# I ain’t gotta clue lower unit? Linkage? Shift cables?



## Capt—matt (May 14, 2021)

alright boys help me out! So I got this 1980 70hp 2 stroke Johnson motor strong. First thing I tried 2 different props it’s not a spun hub. I take it out it’ll engage in forward reverse and neutral. Runs good before I try to jump out of hole and plain off, but once I start accelerating and try to come out the hole motor starts jumping and poppin away. Take it out of the water pit ears on it and it runs like a top in forward and reverse revd all the way up. I ran seafoam thru it drained the gas,replaced plugs, tried 2 different props thinking it was a spun hub still did it. So I pulled the lower unit off looked at the drive shaft and it has a couple cuts in it on the bottom end of the 4 spline, I engage the shift rod in neutral it spins freely, put the rod in forward and reverse hard to spin and sounds bad but turns pull the oil plug and got a good bit of metal on the magnet side of the plug and the recently changed foot oil is black and smells like gear oil. Do y’all think I have bad gears in the the lower unit and that’s what’s causing all this or do y’all think it’s something else I can’t find anything about it on any other forum or video. I just wanna try and make sure it is this before I go buy a lower unit.


----------



## topnative2 (Feb 22, 2009)

Capt—matt said:


> alright boys help me out! So I got this 1980 70hp 2 stroke Johnson motor strong. First thing I tried 2 different props it’s not a spun hub. I take it out it’ll engage in forward reverse and neutral. Runs good before I try to jump out of hole and plain off, but once I start accelerating and try to come out the hole motor starts jumping and poppin away. Take it out of the water pit ears on it and it runs like a top in forward and reverse revd all the way up. I ran seafoam thru it drained the gas,replaced plugs, tried 2 different props thinking it was a spun hub still did it. So I pulled the lower unit off looked at the drive shaft and it has a couple cuts in it on the bottom end of the 4 spline, I engage the shift rod in neutral it spins freely, put the rod in forward and reverse hard to spin and sounds bad but turns pull the oil plug and got a good bit of metal on the magnet side of the plug and the recently changed foot oil is black and smells like gear oil. Do y’all think I have bad gears in the the lower unit and that’s what’s causing all this or do y’all think it’s something else I can’t find anything about it on any other forum or video. I just wanna try and make sure it is this before I go buy a lower unit.
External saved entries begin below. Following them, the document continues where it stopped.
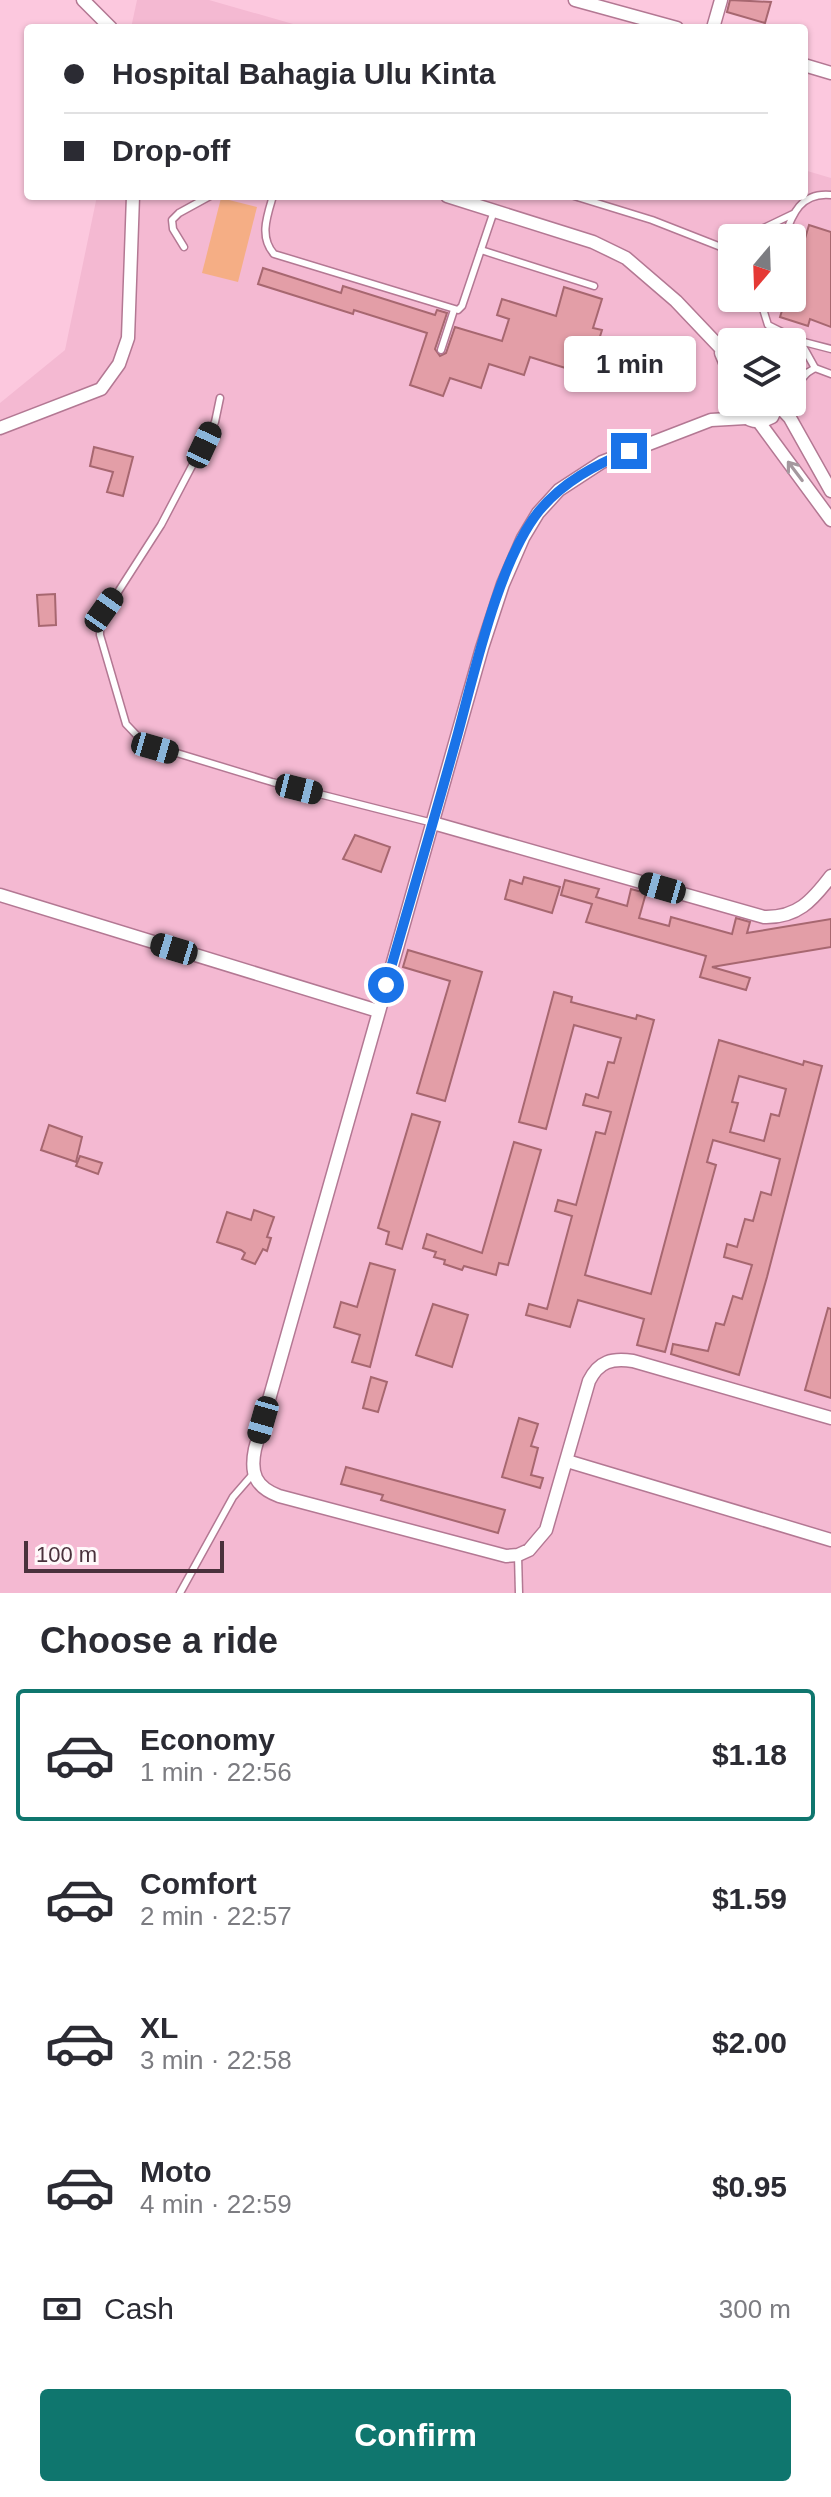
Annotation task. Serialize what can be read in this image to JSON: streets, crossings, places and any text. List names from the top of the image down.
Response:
{
  "scale_bar": "100 m",
  "north": "bottom",
  "page": {
    "banner": ["Hospital Bahagia Ulu Kinta", "Drop-off"],
    "bubble": "1 min",
    "scale": "100 m",
    "heading": "Choose a ride",
    "list": [
      {
        "name": "Economy",
        "note": "1 min · 22:56",
        "value": "$1.18"
      },
      {
        "name": "Comfort",
        "note": "2 min · 22:57",
        "value": "$1.59"
      },
      {
        "name": "XL",
        "note": "3 min · 22:58",
        "value": "$2.00"
      },
      {
        "name": "Moto",
        "note": "4 min · 22:59",
        "value": "$0.95"
      }
    ],
    "pay": ["Cash", "300 m"],
    "buttons": "Confirm"
  }
}
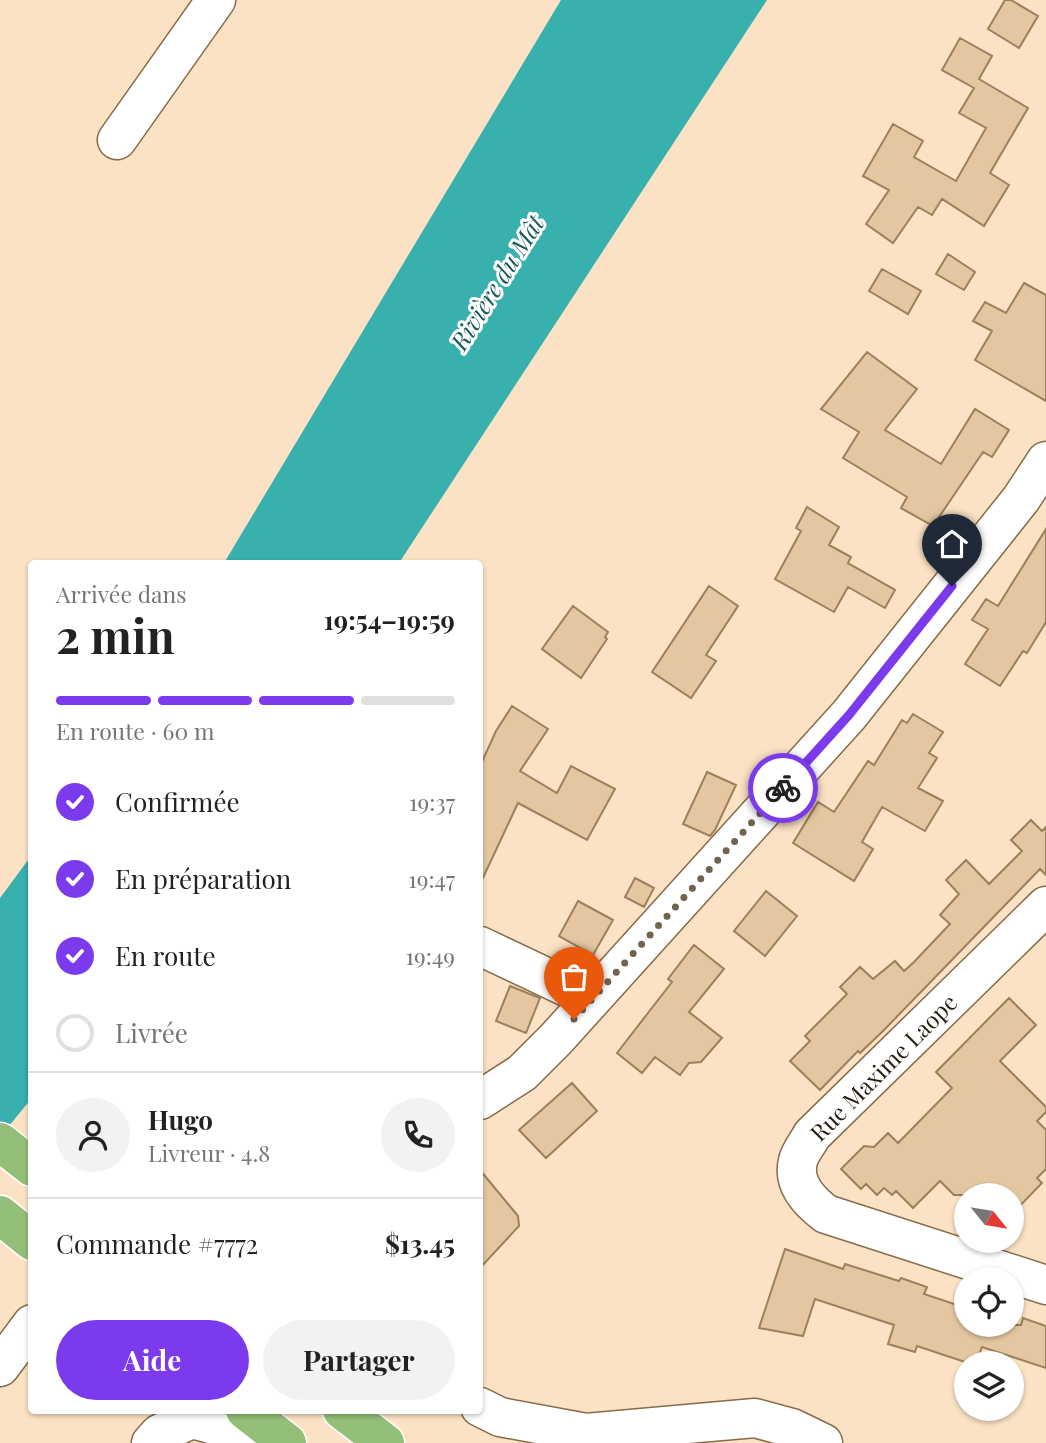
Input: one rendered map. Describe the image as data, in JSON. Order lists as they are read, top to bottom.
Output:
{
  "streets": {
    "street": ["Rue Maxime Laope"]
  },
  "water": ["Rivière du Mât"],
  "north": "bottom right",
  "page": {
    "heading": ["2 min", "Arrivée dans", "19:54–19:59"],
    "panel": [
      "Hugo",
      "Livreur · 4.8",
      "Commande #7772",
      "$13.45"
    ],
    "bar": "En route · 60 m",
    "list": [
      ["Confirmée", "19:37"],
      ["En préparation", "19:47"],
      ["En route", "19:49"],
      "Livrée"
    ],
    "buttons": ["Aide", "Partager"]
  }
}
is the jumpin and popping in the top end as opposed to the gears?

If it is the lower unit, could be clutch dog

If it is in the top end, could be the a timing issue under the flywheel "magnets" could be getting loose after warm up


----------



## Capt—matt (May 14, 2021)

topnative2 said:


> is the jumpin and popping in the top end as opposed to the gears?
> 
> If it is the lower unit, could be clutch dog
> 
> If it is in the top end, could be the a timing issue under the flywheel "magnets" could be getting loose after warm up


If it was in the top in would do it when I have ut out of the water with ears on it right? As of right now it only does it under a load. I can let it run for 30 min in idle out of water with ears on put it in drive throttle up all the way and never does it but when I put it in the water and go to from idle to try and plain off it starts jumping and popping feel it all the way in the throttle box Makes the whole motor jump I have a video of I could figure out how to post thread on here.


----------



## topnative2 (Feb 22, 2009)

Capt—matt said:


> If it was in the top in would do it when I have ut out of the water with ears on it right? As of right now it only does it under a load. I can let it run for 30 min in idle out of water with ears on put it in drive throttle up all the way and never does it but when I put it in the water and go to from idle to try and plain off it starts jumping and popping feel it all the way in the throttle box Makes the whole motor jump I have a video of I could figure out how to post thread on here.


Ok....

Do one thing...run the motor in the dark like you just describe w/ the cowling off and look for fireworks....sparks jumping around from the plug wires etc.....we are trying to eliminate top end issues....

define popping?

if there are no sparks, I would say lower unit is the issue

does the motor go into gear smooth and crisp?


----------



## Capt—matt (May 14, 2021)

topnative2 said:


> Ok....
> 
> Do one thing...run the motor in the dark like you just describe w/ the cowling off and look for fireworks....sparks jumping around from the plug wires etc.....we are trying to eliminate top end issues....
> 
> ...


----------



## Capt—matt (May 14, 2021)

topnative2 said:


> Ok....
> 
> Do one thing...run the motor in the dark like you just describe w/ the cowling off and look for fireworks....sparks jumping around from the plug wires etc.....we are trying to eliminate top end issues....
> 
> ...


Yes goes into gear fine. Forward and reverse. When I say popping it’s more of like something is stopping the the prop from turning any faster and it’s feels as if a teeth on a gear somewhere is slipping when it does that. If you’ve ever messed with chains and sprockets it sounds and feels like a chain jumping on a sprocket because something is binding up


----------



## topnative2 (Feb 22, 2009)

spun hub is rolling around in my head except for the noise your describing.....just for grins.take the prop off and look at the hub from the motor side of the hub and see if it's messed up...if you have a spare prop try it..........money is on lower unit gears

all I got on it and will be off here for a few days...good luck w/ it


----------



## JC Designs (Apr 5, 2020)

Without seeing or inspecting, my first thought from your description alone is the clutch dog is worn and needs replaced. It will still engage but doesn’t have the bite to stay locked into the gears under load.


----------



## Capt—matt (May 14, 2021)

JC Designs said:


> Without seeing or inspecting, my first thought from your description alone is the clutch dog is worn and needs replaced. It will still engage but doesn’t have the bite to stay locked into the gears under load.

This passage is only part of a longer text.